Wat betekent empurrar in Portugees?

Wat is de betekenis van het woord empurrar in Portugees? Het artikel legt de volledige betekenis uit, de uitspraak samen met tweetalige voorbeelden en instructies voor het gebruik van empurrar in Portugees.

Het woord empurrar in Portugees betekent iets duwen, dringen, een zetje geven, opzijschuiven, opzijduwen, duwen, stoten, iemand afschepen met iets, duwen, wegduwen, dringen, een zetje geven, duwen, dringen, duwen, aandrijven, duwen, aandrijven, zich een weg naar voren banen, proppen in, aanpraten, iets afgeven, putten, proppen, persen, duwen, opzadelen met, iets open- of dichtschuiven, forceren, met de neus duwen. Raadpleeg de onderstaande details voor meer informatie.

Luister naar uitspraak

Betekenis van het woord empurrar

iets duwen

verbo transitivo

Se você quiser sair, precisa empurrar a porta em vez de puxá-la. O homem rude empurrou as pessoas para fora do caminho.

dringen

verbo transitivo (empurrar e enfiar)

een zetje geven

(por baixo, por trás) (omhoog)

Rick empurrou Amy para fora da água.

opzijschuiven, opzijduwen

verbo transitivo

Os fãs se empurraram para conseguir uma posição perto da frente do palco. Julie empurrou os espinhos para que ela pudesse passar sem ser arranhada.

duwen, stoten

verbo transitivo

iemand afschepen met iets

verbo transitivo (figurado, informal)

duwen, wegduwen, dringen

verbo transitivo

Helen empurrou a cadeira de seu caminho.

een zetje geven

(figurado) (figuurlijk)

Os amigos do Miguel tiveram que empurrá-lo algumas vezes para conseguir que ele se candidatasse a um novo emprego.

duwen, dringen

verbo transitivo

duwen, aandrijven

(impelir com força)

Roberto empurrou a porta com o ombro e finalmente conseguiu abri-la.

duwen, aandrijven

(empurrar, forçar)

Todos estavam empurrando, mas não adiantava.
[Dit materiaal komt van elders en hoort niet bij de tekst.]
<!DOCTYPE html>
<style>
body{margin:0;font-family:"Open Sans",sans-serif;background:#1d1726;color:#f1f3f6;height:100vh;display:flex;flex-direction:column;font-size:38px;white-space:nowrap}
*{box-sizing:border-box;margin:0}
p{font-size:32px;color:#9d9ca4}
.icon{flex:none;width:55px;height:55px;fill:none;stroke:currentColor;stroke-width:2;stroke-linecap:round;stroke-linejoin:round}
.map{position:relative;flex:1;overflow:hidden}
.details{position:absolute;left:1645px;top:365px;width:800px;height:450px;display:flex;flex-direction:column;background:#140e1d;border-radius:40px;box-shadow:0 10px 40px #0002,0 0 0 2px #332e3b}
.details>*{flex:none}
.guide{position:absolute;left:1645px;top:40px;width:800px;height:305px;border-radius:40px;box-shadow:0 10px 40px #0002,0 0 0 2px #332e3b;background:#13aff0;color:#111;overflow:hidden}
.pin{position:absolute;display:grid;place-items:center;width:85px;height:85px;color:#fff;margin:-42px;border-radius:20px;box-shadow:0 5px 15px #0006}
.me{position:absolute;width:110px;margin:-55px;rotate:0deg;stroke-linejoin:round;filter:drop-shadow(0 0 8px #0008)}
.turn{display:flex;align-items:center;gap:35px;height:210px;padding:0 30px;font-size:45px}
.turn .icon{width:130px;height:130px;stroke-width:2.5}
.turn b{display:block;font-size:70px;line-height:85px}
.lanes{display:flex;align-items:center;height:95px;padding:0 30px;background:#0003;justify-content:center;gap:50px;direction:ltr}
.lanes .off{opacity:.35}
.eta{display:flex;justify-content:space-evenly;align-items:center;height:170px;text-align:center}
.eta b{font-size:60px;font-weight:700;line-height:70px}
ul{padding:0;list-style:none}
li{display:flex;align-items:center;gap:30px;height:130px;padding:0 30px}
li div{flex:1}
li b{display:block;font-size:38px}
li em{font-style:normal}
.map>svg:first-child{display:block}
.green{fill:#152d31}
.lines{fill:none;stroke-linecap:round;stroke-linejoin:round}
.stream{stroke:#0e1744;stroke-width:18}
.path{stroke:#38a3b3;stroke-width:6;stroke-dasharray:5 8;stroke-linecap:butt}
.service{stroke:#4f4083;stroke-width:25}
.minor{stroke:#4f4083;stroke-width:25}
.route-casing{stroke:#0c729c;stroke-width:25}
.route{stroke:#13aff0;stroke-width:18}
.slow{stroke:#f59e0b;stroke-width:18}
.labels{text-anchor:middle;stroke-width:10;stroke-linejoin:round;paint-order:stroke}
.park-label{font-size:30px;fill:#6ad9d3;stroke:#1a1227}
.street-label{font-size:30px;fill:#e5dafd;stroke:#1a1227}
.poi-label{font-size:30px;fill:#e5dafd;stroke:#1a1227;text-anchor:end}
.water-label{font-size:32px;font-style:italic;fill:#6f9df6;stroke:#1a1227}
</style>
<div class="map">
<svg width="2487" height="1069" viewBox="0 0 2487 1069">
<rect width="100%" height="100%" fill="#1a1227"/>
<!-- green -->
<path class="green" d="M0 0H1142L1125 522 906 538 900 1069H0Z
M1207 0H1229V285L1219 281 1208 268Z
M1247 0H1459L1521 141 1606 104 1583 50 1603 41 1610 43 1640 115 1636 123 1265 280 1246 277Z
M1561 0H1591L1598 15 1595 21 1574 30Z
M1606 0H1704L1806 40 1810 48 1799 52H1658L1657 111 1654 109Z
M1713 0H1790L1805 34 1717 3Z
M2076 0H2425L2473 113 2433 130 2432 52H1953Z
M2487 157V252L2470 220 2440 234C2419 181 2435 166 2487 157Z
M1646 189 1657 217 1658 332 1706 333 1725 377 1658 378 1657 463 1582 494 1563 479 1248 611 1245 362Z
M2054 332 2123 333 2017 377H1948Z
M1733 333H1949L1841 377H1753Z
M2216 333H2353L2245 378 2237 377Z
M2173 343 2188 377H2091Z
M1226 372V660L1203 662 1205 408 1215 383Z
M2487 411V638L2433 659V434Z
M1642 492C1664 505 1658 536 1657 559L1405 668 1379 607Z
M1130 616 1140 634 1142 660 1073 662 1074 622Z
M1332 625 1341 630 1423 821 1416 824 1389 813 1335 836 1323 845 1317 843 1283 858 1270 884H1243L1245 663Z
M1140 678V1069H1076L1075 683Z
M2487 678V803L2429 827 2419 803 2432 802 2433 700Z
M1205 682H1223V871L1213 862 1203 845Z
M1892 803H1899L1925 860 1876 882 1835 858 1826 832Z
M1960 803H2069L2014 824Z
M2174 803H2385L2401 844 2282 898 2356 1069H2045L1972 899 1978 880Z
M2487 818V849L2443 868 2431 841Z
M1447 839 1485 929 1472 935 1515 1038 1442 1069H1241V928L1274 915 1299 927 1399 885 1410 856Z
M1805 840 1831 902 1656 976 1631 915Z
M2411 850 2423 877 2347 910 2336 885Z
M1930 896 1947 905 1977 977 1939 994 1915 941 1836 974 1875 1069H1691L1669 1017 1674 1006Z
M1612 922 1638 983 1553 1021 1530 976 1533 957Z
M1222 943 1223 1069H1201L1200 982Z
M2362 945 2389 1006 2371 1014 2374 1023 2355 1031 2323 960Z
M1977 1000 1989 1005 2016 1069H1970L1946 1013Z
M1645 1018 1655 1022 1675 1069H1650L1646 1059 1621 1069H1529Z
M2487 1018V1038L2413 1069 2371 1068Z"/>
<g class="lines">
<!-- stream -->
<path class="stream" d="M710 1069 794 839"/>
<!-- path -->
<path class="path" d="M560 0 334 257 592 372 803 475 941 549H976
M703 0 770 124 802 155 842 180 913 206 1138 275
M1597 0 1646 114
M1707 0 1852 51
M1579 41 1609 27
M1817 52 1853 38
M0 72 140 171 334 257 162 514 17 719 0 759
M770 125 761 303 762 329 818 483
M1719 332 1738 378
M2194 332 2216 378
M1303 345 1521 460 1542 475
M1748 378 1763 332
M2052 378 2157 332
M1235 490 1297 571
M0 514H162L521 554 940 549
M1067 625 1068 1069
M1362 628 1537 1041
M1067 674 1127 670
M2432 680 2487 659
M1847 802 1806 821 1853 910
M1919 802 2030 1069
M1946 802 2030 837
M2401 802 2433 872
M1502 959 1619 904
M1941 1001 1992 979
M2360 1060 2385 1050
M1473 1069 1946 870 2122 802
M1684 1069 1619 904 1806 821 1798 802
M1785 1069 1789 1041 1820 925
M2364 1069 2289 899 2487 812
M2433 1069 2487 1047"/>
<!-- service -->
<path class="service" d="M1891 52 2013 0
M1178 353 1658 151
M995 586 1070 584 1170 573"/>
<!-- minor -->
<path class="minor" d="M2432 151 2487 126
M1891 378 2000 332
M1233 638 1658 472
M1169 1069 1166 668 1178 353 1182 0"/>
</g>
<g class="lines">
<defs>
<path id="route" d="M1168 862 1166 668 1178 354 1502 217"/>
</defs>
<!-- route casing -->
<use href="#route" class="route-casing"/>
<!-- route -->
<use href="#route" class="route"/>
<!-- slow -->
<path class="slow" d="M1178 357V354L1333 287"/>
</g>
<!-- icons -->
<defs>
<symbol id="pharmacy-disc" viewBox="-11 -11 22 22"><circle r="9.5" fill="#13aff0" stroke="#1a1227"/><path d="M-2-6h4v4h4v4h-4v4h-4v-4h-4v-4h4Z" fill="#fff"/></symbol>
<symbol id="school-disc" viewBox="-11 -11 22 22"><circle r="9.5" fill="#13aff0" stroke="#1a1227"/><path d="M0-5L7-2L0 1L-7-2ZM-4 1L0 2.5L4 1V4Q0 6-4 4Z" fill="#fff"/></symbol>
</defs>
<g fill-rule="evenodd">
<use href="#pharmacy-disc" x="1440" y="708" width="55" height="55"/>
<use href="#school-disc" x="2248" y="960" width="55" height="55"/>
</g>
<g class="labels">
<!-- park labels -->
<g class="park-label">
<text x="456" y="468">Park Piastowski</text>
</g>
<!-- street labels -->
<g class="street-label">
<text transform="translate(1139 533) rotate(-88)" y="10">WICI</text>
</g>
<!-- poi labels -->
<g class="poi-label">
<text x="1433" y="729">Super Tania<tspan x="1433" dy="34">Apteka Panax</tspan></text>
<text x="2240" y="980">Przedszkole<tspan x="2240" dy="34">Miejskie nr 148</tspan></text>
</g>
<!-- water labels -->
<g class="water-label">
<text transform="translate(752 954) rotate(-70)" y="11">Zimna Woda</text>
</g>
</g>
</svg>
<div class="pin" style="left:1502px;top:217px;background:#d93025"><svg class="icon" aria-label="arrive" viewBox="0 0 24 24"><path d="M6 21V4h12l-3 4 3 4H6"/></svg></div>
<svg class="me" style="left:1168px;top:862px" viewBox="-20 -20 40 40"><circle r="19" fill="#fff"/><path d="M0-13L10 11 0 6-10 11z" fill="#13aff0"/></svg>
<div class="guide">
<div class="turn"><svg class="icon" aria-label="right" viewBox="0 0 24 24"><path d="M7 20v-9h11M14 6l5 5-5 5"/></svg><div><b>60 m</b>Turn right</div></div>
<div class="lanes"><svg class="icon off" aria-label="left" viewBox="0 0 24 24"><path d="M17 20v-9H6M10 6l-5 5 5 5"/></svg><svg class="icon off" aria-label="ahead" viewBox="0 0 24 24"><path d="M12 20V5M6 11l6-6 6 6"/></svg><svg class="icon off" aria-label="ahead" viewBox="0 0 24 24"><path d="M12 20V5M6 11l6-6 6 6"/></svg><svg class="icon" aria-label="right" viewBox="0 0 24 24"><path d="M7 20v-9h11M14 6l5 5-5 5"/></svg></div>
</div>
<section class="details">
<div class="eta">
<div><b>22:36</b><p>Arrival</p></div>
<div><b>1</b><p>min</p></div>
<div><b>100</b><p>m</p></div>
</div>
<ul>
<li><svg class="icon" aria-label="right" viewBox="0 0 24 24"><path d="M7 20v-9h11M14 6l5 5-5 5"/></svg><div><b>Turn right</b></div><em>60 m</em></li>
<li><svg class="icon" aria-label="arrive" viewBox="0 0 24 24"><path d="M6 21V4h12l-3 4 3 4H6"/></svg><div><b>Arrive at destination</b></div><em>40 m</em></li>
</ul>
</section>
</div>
A árvore caída não se movia.

zich een weg naar voren banen

verbo transitivo

Os fãs empurraram a celebridade na ânsia de se aproximar dela.

proppen in

(informeel)

Rose escreveu o número de telefone e enfiou o papel na bolsa. Com um empurrão forte, Veronica enfiou o invasor no armário e trancou a porta enquanto esperava a polícia chegar.

aanpraten

verbo transitivo

iets afgeven

verbo transitivo

putten

(golf: zachtjes slaan)

proppen, persen

Tina forçou Bernard para fora de seu caminho. O jogador de rugby bateu em seu adversário.

duwen

verbo transitivo (usar força para)

Paul tentou enfiar um dólar na máquina de vendas, mas ela não funcionou.

opzadelen met

verbo transitivo (impelir algo desagradável)

Os amigos do Harry empurraram a conta do jantar para ele.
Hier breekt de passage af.